**The task**. Restate the entries below without a single change.

**Information**.
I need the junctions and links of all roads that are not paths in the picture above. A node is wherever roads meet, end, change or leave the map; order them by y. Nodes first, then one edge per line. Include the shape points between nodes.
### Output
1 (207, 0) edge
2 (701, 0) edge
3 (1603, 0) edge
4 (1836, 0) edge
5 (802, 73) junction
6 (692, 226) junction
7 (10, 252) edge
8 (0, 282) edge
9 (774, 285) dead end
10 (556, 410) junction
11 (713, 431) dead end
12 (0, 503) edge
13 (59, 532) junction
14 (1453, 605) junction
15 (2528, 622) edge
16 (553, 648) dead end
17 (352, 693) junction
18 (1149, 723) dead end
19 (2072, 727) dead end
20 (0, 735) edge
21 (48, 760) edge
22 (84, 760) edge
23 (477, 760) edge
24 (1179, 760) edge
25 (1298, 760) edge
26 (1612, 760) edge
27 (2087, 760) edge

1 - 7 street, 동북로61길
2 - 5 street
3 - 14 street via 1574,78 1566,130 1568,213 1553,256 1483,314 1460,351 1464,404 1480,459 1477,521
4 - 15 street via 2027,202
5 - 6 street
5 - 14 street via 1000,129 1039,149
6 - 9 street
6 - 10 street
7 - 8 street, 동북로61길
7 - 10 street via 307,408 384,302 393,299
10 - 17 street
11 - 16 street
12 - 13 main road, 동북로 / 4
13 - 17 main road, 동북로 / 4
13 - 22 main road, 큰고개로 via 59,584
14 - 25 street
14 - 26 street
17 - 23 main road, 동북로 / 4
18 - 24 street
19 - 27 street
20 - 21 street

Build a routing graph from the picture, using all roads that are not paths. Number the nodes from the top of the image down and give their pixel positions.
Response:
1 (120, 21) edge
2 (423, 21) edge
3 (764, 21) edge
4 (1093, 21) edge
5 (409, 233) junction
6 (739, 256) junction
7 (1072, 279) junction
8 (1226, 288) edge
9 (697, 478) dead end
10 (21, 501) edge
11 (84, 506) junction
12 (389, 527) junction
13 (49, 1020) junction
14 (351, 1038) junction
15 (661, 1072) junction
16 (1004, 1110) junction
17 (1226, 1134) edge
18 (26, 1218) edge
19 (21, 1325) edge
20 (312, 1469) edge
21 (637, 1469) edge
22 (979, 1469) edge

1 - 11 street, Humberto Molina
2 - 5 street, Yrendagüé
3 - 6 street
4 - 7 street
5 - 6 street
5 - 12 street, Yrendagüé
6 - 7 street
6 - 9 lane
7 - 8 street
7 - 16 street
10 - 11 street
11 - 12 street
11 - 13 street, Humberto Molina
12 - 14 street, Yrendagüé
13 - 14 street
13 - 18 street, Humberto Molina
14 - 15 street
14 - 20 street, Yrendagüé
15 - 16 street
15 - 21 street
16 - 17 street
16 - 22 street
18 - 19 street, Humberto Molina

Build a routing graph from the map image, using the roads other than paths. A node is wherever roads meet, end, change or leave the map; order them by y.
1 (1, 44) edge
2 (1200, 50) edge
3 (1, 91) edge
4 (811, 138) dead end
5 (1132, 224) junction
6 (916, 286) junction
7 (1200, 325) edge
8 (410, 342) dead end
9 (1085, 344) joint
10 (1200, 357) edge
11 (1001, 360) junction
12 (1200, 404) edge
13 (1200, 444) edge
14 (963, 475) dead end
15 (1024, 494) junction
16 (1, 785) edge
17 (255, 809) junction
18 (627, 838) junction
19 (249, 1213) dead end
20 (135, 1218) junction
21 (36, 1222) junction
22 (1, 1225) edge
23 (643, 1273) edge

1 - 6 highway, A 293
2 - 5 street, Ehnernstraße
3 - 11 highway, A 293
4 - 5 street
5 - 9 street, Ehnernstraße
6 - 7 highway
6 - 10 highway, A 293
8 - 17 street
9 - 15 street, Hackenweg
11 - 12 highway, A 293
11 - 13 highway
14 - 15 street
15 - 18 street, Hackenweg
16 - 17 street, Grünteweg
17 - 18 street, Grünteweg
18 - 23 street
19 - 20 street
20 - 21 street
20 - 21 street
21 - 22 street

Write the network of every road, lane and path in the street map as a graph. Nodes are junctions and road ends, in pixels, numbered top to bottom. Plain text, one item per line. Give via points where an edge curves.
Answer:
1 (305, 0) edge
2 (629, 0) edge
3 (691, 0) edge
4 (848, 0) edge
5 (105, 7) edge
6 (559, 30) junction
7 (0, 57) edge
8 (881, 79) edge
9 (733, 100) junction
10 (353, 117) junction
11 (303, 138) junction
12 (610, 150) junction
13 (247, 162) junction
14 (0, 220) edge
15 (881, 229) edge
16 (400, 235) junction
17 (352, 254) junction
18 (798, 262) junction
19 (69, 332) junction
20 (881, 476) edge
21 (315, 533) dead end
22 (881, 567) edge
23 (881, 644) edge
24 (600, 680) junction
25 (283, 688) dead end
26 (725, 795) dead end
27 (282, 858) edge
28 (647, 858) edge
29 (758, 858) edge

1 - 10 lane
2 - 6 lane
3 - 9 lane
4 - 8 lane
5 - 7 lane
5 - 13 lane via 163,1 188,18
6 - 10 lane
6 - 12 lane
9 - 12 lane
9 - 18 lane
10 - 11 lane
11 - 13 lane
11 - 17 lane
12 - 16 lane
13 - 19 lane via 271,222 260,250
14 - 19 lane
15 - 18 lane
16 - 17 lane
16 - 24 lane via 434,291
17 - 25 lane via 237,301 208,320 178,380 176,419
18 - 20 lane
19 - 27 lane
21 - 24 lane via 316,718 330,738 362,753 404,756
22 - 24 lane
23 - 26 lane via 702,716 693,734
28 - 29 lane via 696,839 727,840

**Reply to the task**.
I need the junctions and links of all roads that are not paths in the picture above. A node is wherever roads meet, end, change or leave the map; order them by y. Nodes first, then one edge per line. Include the shape points between nodes.
### Output
1 (207, 0) edge
2 (701, 0) edge
3 (1603, 0) edge
4 (1836, 0) edge
5 (802, 73) junction
6 (692, 226) junction
7 (10, 252) edge
8 (0, 282) edge
9 (774, 285) dead end
10 (556, 410) junction
11 (713, 431) dead end
12 (0, 503) edge
13 (59, 532) junction
14 (1453, 605) junction
15 (2528, 622) edge
16 (553, 648) dead end
17 (352, 693) junction
18 (1149, 723) dead end
19 (2072, 727) dead end
20 (0, 735) edge
21 (48, 760) edge
22 (84, 760) edge
23 (477, 760) edge
24 (1179, 760) edge
25 (1298, 760) edge
26 (1612, 760) edge
27 (2087, 760) edge

1 - 7 street, 동북로61길
2 - 5 street
3 - 14 street via 1574,78 1566,130 1568,213 1553,256 1483,314 1460,351 1464,404 1480,459 1477,521
4 - 15 street via 2027,202
5 - 6 street
5 - 14 street via 1000,129 1039,149
6 - 9 street
6 - 10 street
7 - 8 street, 동북로61길
7 - 10 street via 307,408 384,302 393,299
10 - 17 street
11 - 16 street
12 - 13 main road, 동북로 / 4
13 - 17 main road, 동북로 / 4
13 - 22 main road, 큰고개로 via 59,584
14 - 25 street
14 - 26 street
17 - 23 main road, 동북로 / 4
18 - 24 street
19 - 27 street
20 - 21 street

Build a routing graph from the picture, using all roads that are not paths. Number the nodes from the top of the image down and give their pixel positions.
Response:
1 (120, 21) edge
2 (423, 21) edge
3 (764, 21) edge
4 (1093, 21) edge
5 (409, 233) junction
6 (739, 256) junction
7 (1072, 279) junction
8 (1226, 288) edge
9 (697, 478) dead end
10 (21, 501) edge
11 (84, 506) junction
12 (389, 527) junction
13 (49, 1020) junction
14 (351, 1038) junction
15 (661, 1072) junction
16 (1004, 1110) junction
17 (1226, 1134) edge
18 (26, 1218) edge
19 (21, 1325) edge
20 (312, 1469) edge
21 (637, 1469) edge
22 (979, 1469) edge

1 - 11 street, Humberto Molina
2 - 5 street, Yrendagüé
3 - 6 street
4 - 7 street
5 - 6 street
5 - 12 street, Yrendagüé
6 - 7 street
6 - 9 lane
7 - 8 street
7 - 16 street
10 - 11 street
11 - 12 street
11 - 13 street, Humberto Molina
12 - 14 street, Yrendagüé
13 - 14 street
13 - 18 street, Humberto Molina
14 - 15 street
14 - 20 street, Yrendagüé
15 - 16 street
15 - 21 street
16 - 17 street
16 - 22 street
18 - 19 street, Humberto Molina

Build a routing graph from the map image, using the roads other than paths. A node is wherever roads meet, end, change or leave the map; order them by y.
1 (1, 44) edge
2 (1200, 50) edge
3 (1, 91) edge
4 (811, 138) dead end
5 (1132, 224) junction
6 (916, 286) junction
7 (1200, 325) edge
8 (410, 342) dead end
9 (1085, 344) joint
10 (1200, 357) edge
11 (1001, 360) junction
12 (1200, 404) edge
13 (1200, 444) edge
14 (963, 475) dead end
15 (1024, 494) junction
16 (1, 785) edge
17 (255, 809) junction
18 (627, 838) junction
19 (249, 1213) dead end
20 (135, 1218) junction
21 (36, 1222) junction
22 (1, 1225) edge
23 (643, 1273) edge

1 - 6 highway, A 293
2 - 5 street, Ehnernstraße
3 - 11 highway, A 293
4 - 5 street
5 - 9 street, Ehnernstraße
6 - 7 highway
6 - 10 highway, A 293
8 - 17 street
9 - 15 street, Hackenweg
11 - 12 highway, A 293
11 - 13 highway
14 - 15 street
15 - 18 street, Hackenweg
16 - 17 street, Grünteweg
17 - 18 street, Grünteweg
18 - 23 street
19 - 20 street
20 - 21 street
20 - 21 street
21 - 22 street

Write the network of every road, lane and path in the street map as a graph. Nodes are junctions and road ends, in pixels, numbered top to bottom. Plain text, one item per line. Give via points where an edge curves.
Answer:
1 (305, 0) edge
2 (629, 0) edge
3 (691, 0) edge
4 (848, 0) edge
5 (105, 7) edge
6 (559, 30) junction
7 (0, 57) edge
8 (881, 79) edge
9 (733, 100) junction
10 (353, 117) junction
11 (303, 138) junction
12 (610, 150) junction
13 (247, 162) junction
14 (0, 220) edge
15 (881, 229) edge
16 (400, 235) junction
17 (352, 254) junction
18 (798, 262) junction
19 (69, 332) junction
20 (881, 476) edge
21 (315, 533) dead end
22 (881, 567) edge
23 (881, 644) edge
24 (600, 680) junction
25 (283, 688) dead end
26 (725, 795) dead end
27 (282, 858) edge
28 (647, 858) edge
29 (758, 858) edge

1 - 10 lane
2 - 6 lane
3 - 9 lane
4 - 8 lane
5 - 7 lane
5 - 13 lane via 163,1 188,18
6 - 10 lane
6 - 12 lane
9 - 12 lane
9 - 18 lane
10 - 11 lane
11 - 13 lane
11 - 17 lane
12 - 16 lane
13 - 19 lane via 271,222 260,250
14 - 19 lane
15 - 18 lane
16 - 17 lane
16 - 24 lane via 434,291
17 - 25 lane via 237,301 208,320 178,380 176,419
18 - 20 lane
19 - 27 lane
21 - 24 lane via 316,718 330,738 362,753 404,756
22 - 24 lane
23 - 26 lane via 702,716 693,734
28 - 29 lane via 696,839 727,840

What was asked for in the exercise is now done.